Self-help tips to manage emotional eating

  1. Ask yourself a few mindfulness questions to increase more awareness, for instance, ask: “Why am I eating? Am I eating because I am angry, sad or bored? Do I crave for specific foods? Do I regularly stuff myself with food until uncomfortably full? Do I reward myself with food? Does food make me feel safe? Does food make me go out of control? Do other people around me use food to soothe feelings?” These questions, when answered, should give you a basic sense of realisation about your reasons to eat
  2. Food for thought: Identify emotional triggers and record them for a few days in a mood or a food journal. Rate your hunger and satiation on a 0-10 scale, and ideally, you would want to eat when your hunger is at 3-4 (mild hunger) and stop when you are at a 7-8 (comfortably full)

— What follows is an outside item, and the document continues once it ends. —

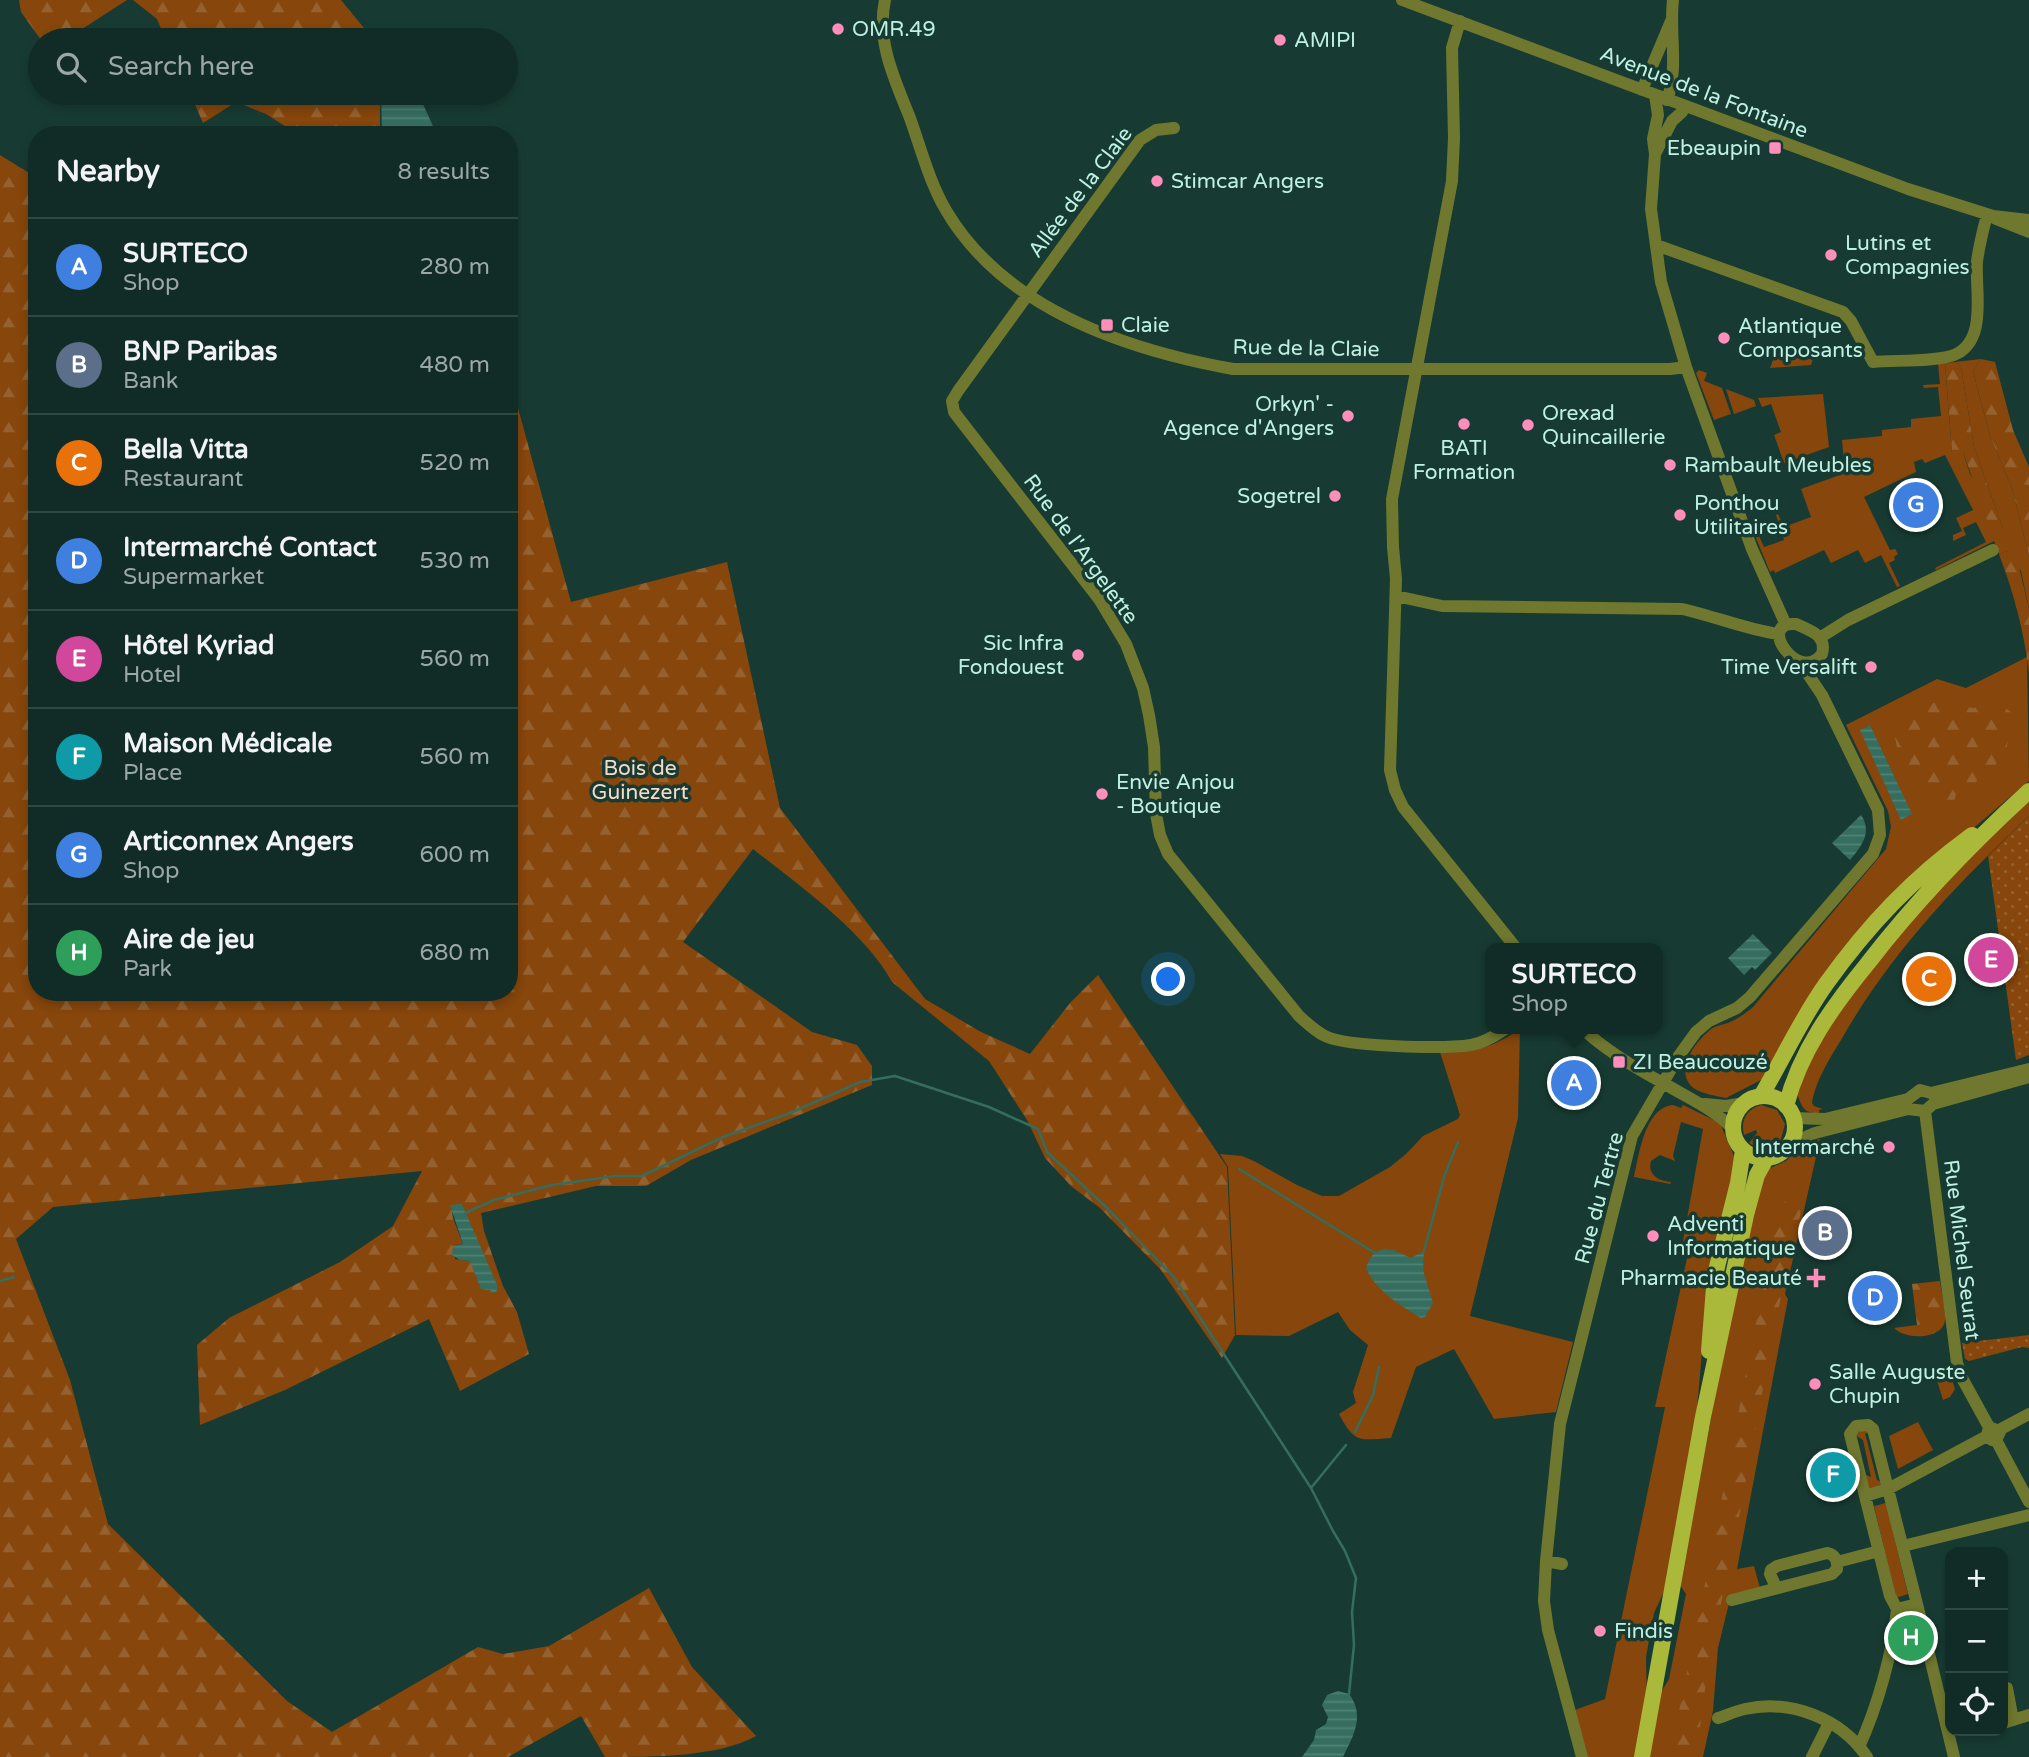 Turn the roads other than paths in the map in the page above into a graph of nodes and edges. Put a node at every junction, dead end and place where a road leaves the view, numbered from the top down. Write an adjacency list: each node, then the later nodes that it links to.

  3. Increase your awareness by tracking what and how you eat. Keep a track of your weight each month. Structure your shopping, include nutrient dense snacks and do not shop when hungry as you are less likely to pick healthy stuff
  4. Do not eat whilst watching television, playing video games, driving or while working. These behaviours do not help us build a healthy relationship with food
  5. Take away temptations: Clean your refrigerator and cupboards of all unnecessary comfort foods and stock it with healthy foods like fresh vegetables, fruits, grains, seeds and nuts. These help balance the vital functions within the body
  6. If you feel overwhelmed, sad or lonely, call someone (family or friend) who can make you feel better. Distract yourself; substitute it with a healthy behaviour like taking a stroll in the park, listening to relaxing and soothing tracks, engaging in a favourite hobby or watching something pleasant
  7. Engage in relaxation techniques like deep breathing meditations for ten minutes every day. Meditation helps to improve focus and mental calmness. The resulting reduction in stress will make you become more considerate and cheerful
  8. Refrain from over-scheduling your day as this can lead to exhaustion, and while we are tired, we tend to overeat. Plan Continued from page 6 your day based on priorities and do not overwork yourself. Taking breaks at home or at work helps immensely by breaking the vicious cycle of stress and fatigue

If you feel self-help strategies are not helping you any longer, then it is suggested that you to see a therapist specialising in treating eating disorders or a clinical psychologist, who can help you combat the deeper reasons behind why you eat emotionally. They will teach you skills to build a healthier relationship with food. Therapy can also identify if you have an eating disorder, which might be contributing to emotional eating.